» What this task involves: Write the data out again exactly, with no pictures.

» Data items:
══════════

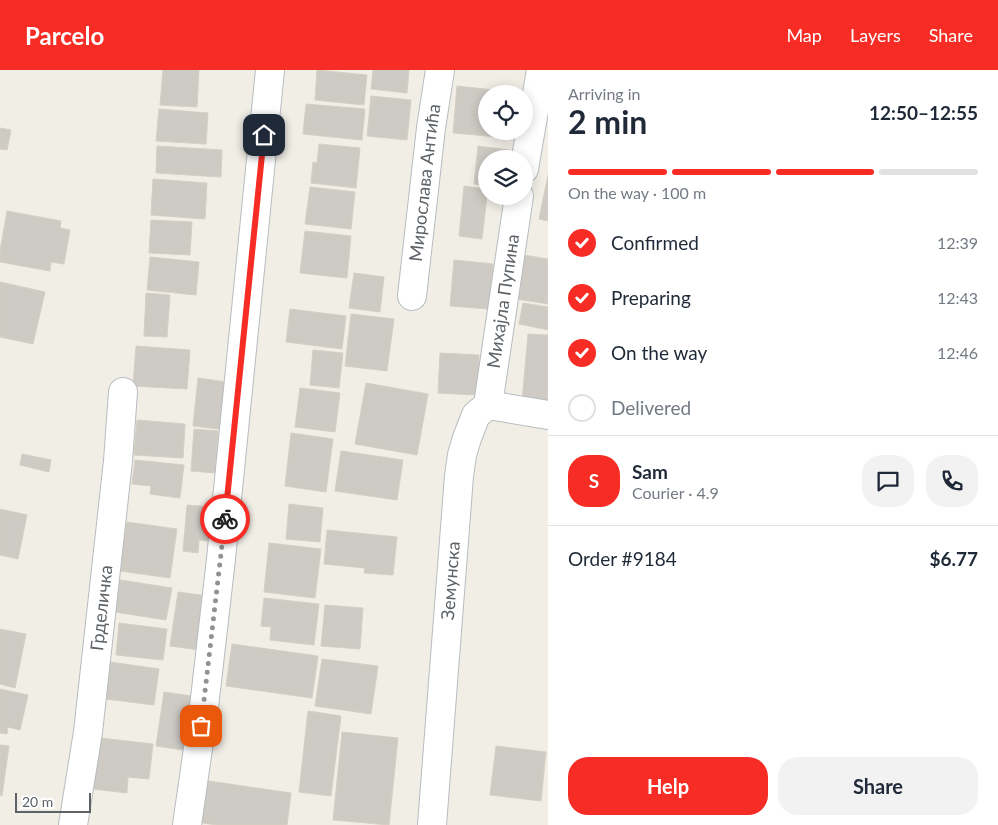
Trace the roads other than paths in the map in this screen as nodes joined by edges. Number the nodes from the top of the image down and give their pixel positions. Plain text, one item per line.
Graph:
1 (270, 70) edge
2 (440, 70) edge
3 (541, 70) edge
4 (527, 150) edge
5 (518, 205) edge
6 (412, 296) dead end
7 (123, 392) dead end
8 (488, 405) junction
9 (548, 414) edge
10 (73, 825) edge
11 (187, 825) edge
12 (432, 825) edge

1 - 11 street
2 - 6 street, Мирослава Антића
3 - 4 street
5 - 8 street, Михајла Пупина
7 - 10 street, Грделичка
8 - 9 street
8 - 12 street, Земунска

══════════

» Task answer:
Trace the roads other than paths in the map in this screen as nodes joined by edges. Number the nodes from the top of the image down and give their pixel positions. Plain text, one item per line.
Graph:
1 (270, 70) edge
2 (440, 70) edge
3 (541, 70) edge
4 (527, 150) edge
5 (518, 205) edge
6 (412, 296) dead end
7 (123, 392) dead end
8 (488, 405) junction
9 (548, 414) edge
10 (73, 825) edge
11 (187, 825) edge
12 (432, 825) edge

1 - 11 street
2 - 6 street, Мирослава Антића
3 - 4 street
5 - 8 street, Михајла Пупина
7 - 10 street, Грделичка
8 - 9 street
8 - 12 street, Земунска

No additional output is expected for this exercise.